The success of The Daily Show with Jon Stewart is just embarrassing the hell out of a lot of the news media…or it would if newsmen were more capable of being embarrassed. The surveys that suggest a substantial number of Americans get their news from The Daily Show or Leno or Letterman are not so much a compliment of those programs as they are indictments of the ones that are supposed to be filling that need. This has put Stewart in the amazing position of being able to criticize the media while assuming no responsibility for showing them how it should be done. I would hate to think that people will believe the problem lies with shows like Crossfire. Very few people watch Crossfire and almost none of us expect it to be anything more than it is. Isn't there some sort of old saying about how if you aim for a small target, you can easily miss the big ones?
Not a Political Rant
What's wrong with George W. Bush?
This is not a political post, so my few friends who are uncomfy with my views on this election can read it. Maybe one of them can even tell me what might be wrong with their boy and the way he talks. I keep seeing clips of him addressing audiences a few years ago and he didn't have the awkward pauses in his speech. He didn't start sentences and then, halfway through, look like he wanted to stop and ask for directions. He didn't have all those odd facial expressions, including the recent one where the left corner of his mouth seems to always do the exact opposite of the rest of his face. You cannot look at old footage of the man and not wonder wha' happened?
Presidents do undergo physical changes while in office. Their extreme features and gestures all seem to become exaggerated and by the time they leave the White House, they all look like the Drew Friedman caricature and sound like Dana Carvey's dubbing them. They also seem to age three years for every one they actually served…then once they're out of office, they get about half those years back. Did you ever see photos of Lyndon Johnson in '64, '68 and '70? They look like pictures of a man, his grandfather and his father…in that order.
Is that all that's happened to Bush? That the stress of the job is scrambling his speech patterns?

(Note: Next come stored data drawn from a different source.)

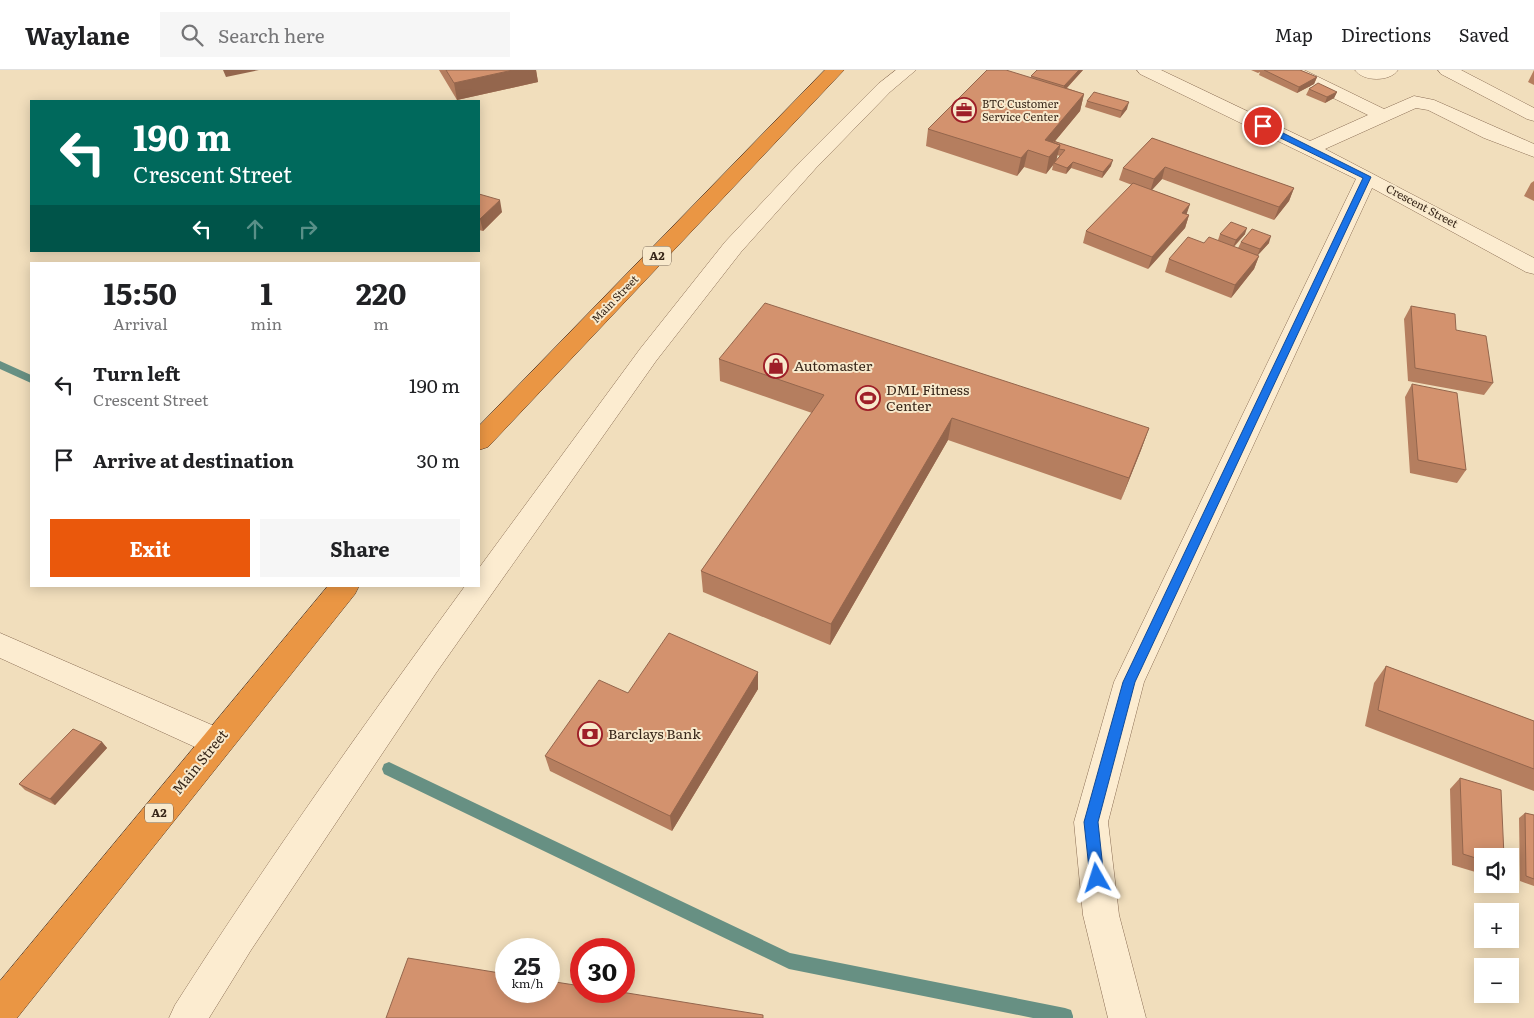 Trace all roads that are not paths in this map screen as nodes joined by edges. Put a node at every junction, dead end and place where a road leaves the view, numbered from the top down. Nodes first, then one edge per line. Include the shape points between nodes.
1 (834, 70) edge
2 (908, 70) edge
3 (1146, 70) edge
4 (1290, 70) edge
5 (1364, 70) edge
6 (1389, 70) edge
7 (1447, 70) edge
8 (1534, 115) edge
9 (1384, 116) junction
10 (1309, 149) junction
11 (1534, 151) edge
12 (1367, 177) junction
13 (1534, 267) edge
14 (480, 440) edge
15 (344, 587) edge
16 (0, 645) edge
17 (217, 742) junction
18 (0, 1010) edge
19 (188, 1018) edge
20 (1127, 1018) edge

1 - 14 highway, Main Street / A2
2 - 19 street via 884,88 808,164 733,248 648,355 425,664 238,938
3 - 10 street, Crescent Street
4 - 9 street
5 - 6 street via 1377,74
7 - 8 street
9 - 10 street
9 - 11 street via 1414,102 1434,106
10 - 12 street, Crescent Street
12 - 13 street, Crescent Street
12 - 20 street via 1129,682 1091,822 1101,915
15 - 17 highway, Main Street / A2
16 - 17 street
17 - 18 highway, Main Street / A2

Around the Internet, even pro-Bush sites are starting to hesitantly float irresponsibly reckless theories about strokes or various medical conditions or even drug use. Before Election Day, some sort of baseless, long distance diagnosis may make it into the mainstream press for a brief, unfortunate controversy.
Like I said, this is not a political post. If you think Bush has the right answers on Iraq and the economy, you're not going to switch your vote even if it turns out he's a robot and in dire need of Rustoleum. But something has impacted his oratorical skills and it may even explain why he didn't do better in the debates than he did. It would be nice to know what it is.